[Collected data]
----

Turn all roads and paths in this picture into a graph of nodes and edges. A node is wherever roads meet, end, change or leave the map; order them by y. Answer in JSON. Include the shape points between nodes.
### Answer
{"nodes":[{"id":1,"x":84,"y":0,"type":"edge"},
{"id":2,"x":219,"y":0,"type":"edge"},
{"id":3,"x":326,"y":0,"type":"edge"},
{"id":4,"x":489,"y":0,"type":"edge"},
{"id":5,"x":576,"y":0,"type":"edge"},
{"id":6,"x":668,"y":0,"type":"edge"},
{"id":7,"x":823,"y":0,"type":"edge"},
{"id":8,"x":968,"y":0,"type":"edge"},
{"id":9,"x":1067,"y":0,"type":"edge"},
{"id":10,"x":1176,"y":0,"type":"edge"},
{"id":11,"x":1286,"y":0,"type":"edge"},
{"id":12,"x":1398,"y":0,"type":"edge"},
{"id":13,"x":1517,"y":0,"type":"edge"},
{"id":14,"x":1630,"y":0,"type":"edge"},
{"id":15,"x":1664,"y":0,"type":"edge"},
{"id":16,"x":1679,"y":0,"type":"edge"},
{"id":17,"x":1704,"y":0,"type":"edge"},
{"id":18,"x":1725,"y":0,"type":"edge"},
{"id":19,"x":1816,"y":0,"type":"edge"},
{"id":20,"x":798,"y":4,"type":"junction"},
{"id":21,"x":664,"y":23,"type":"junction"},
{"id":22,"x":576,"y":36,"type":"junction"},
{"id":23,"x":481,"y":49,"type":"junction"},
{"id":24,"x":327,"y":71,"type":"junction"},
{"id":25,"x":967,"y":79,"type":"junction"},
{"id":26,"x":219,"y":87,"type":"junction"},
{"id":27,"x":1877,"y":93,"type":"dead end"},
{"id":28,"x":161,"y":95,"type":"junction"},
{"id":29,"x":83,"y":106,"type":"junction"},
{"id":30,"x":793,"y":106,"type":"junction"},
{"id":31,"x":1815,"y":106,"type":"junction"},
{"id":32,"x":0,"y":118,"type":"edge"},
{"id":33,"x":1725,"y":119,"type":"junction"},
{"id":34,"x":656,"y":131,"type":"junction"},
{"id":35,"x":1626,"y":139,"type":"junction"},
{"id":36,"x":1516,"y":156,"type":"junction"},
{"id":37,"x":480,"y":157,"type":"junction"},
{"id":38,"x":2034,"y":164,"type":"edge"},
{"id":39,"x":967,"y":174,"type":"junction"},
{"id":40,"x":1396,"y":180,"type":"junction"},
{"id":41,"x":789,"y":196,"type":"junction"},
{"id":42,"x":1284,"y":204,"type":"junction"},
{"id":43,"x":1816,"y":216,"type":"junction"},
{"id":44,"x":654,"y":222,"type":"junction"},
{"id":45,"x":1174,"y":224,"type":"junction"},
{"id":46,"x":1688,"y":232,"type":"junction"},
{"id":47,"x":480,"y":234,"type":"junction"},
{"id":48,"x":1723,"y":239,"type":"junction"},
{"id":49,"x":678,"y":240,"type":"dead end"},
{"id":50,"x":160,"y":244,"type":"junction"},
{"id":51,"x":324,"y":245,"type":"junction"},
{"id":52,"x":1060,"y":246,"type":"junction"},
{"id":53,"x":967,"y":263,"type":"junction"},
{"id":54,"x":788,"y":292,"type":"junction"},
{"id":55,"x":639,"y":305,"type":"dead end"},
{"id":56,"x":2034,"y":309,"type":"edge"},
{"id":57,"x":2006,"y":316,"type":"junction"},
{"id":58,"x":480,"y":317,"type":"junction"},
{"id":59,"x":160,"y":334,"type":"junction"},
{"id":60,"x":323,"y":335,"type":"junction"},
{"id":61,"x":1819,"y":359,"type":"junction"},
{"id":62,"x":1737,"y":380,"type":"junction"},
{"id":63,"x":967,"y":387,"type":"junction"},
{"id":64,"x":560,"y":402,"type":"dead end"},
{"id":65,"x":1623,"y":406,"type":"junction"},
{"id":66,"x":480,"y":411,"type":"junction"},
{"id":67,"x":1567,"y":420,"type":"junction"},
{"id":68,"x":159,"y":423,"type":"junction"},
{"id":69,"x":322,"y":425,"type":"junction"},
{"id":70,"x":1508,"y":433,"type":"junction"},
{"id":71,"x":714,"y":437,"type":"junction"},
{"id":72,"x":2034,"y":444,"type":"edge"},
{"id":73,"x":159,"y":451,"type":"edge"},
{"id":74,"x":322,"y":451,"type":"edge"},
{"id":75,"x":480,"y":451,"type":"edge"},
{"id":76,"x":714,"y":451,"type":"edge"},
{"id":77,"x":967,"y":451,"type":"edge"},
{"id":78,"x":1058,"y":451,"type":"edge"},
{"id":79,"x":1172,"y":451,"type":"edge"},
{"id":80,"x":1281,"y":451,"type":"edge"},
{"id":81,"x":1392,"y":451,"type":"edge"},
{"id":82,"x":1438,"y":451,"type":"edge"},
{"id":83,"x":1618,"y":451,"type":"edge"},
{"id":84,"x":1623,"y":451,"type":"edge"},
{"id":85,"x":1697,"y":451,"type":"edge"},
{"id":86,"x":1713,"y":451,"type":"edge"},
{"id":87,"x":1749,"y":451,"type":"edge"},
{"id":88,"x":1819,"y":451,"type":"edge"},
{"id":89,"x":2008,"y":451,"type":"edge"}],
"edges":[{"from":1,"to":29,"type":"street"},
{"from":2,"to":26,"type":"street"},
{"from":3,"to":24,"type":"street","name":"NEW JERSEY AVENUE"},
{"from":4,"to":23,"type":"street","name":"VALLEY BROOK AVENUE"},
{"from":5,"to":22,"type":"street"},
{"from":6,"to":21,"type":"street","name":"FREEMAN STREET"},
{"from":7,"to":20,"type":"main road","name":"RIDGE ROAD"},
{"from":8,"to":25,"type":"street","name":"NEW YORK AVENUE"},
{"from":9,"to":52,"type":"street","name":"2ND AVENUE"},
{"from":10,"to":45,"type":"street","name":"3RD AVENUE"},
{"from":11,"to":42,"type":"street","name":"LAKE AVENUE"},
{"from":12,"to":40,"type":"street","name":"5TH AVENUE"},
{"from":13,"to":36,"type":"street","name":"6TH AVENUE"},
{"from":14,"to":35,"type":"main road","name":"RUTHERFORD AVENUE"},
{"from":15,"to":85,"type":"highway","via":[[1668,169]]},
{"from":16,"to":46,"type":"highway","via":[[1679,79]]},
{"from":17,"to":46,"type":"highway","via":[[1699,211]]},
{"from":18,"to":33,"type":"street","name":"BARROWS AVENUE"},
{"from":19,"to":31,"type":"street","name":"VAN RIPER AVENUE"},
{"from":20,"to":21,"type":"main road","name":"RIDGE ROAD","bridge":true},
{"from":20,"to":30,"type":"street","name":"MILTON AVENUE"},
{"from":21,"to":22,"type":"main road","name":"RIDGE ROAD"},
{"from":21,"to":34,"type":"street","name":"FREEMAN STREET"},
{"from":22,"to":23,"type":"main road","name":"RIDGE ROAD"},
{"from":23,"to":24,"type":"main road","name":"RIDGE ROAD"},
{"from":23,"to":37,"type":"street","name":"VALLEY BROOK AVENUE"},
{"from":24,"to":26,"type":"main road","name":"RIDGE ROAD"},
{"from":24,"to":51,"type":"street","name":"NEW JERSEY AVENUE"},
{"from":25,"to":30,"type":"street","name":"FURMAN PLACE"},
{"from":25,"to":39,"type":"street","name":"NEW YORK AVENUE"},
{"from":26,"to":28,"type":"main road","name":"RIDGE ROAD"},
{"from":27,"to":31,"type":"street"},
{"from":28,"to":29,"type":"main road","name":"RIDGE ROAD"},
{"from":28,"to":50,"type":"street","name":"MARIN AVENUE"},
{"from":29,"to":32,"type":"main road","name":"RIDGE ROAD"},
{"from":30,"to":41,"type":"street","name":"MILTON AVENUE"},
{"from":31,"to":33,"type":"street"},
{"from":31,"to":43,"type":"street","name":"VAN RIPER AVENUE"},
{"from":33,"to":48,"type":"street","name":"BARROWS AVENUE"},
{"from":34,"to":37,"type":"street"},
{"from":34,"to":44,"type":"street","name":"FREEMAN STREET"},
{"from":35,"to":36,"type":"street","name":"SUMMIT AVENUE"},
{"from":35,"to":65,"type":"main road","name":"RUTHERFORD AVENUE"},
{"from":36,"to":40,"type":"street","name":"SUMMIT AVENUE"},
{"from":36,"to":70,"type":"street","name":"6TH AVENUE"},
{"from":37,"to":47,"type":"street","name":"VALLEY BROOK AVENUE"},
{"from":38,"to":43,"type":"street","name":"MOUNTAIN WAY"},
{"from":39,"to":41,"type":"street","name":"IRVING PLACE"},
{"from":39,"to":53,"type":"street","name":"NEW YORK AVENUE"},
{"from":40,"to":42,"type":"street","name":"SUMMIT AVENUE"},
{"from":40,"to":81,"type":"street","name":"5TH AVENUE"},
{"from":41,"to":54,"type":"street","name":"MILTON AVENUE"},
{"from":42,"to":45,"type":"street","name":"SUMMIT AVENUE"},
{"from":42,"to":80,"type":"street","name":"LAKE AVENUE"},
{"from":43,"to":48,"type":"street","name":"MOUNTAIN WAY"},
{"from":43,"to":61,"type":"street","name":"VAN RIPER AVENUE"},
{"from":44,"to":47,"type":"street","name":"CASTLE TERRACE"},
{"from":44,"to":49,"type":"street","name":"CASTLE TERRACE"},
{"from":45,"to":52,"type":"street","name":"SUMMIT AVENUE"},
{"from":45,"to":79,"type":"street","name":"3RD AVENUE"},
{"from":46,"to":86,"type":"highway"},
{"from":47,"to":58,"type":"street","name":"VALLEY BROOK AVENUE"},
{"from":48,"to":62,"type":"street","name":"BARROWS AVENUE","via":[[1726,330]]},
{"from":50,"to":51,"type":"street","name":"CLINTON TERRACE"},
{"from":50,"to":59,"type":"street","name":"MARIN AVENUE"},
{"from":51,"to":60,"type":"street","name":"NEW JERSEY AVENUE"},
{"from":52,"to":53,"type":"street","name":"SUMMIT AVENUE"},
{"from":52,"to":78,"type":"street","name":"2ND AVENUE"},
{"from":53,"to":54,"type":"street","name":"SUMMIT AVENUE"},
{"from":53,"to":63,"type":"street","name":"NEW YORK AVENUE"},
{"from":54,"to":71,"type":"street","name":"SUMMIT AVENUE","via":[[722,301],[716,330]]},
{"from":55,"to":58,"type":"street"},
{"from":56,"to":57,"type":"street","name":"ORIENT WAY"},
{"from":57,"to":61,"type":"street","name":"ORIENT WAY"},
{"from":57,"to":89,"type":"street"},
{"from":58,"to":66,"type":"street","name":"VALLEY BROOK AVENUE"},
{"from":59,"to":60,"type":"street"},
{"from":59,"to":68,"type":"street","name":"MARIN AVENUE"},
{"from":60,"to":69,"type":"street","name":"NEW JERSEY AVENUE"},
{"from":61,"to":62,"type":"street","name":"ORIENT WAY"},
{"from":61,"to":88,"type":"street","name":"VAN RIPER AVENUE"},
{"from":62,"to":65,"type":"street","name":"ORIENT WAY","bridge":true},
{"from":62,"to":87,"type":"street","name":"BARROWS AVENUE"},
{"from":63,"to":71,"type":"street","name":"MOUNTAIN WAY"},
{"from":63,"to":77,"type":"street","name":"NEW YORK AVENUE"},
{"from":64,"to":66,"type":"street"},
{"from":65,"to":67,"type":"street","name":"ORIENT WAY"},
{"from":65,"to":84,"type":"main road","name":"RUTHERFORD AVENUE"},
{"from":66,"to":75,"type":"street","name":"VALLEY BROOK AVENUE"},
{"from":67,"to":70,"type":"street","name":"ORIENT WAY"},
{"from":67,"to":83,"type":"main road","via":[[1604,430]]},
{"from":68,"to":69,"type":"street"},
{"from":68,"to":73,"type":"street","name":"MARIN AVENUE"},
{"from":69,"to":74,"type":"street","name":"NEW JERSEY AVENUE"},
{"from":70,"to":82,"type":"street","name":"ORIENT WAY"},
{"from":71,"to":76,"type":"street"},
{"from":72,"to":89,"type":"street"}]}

----

Directions
Which lines of the records above contain the word "RIPER"? Report each one in full.

Task solution
{"from":19,"to":31,"type":"street","name":"VAN RIPER AVENUE"},
{"from":31,"to":43,"type":"street","name":"VAN RIPER AVENUE"},
{"from":43,"to":61,"type":"street","name":"VAN RIPER AVENUE"},
{"from":61,"to":88,"type":"street","name":"VAN RIPER AVENUE"},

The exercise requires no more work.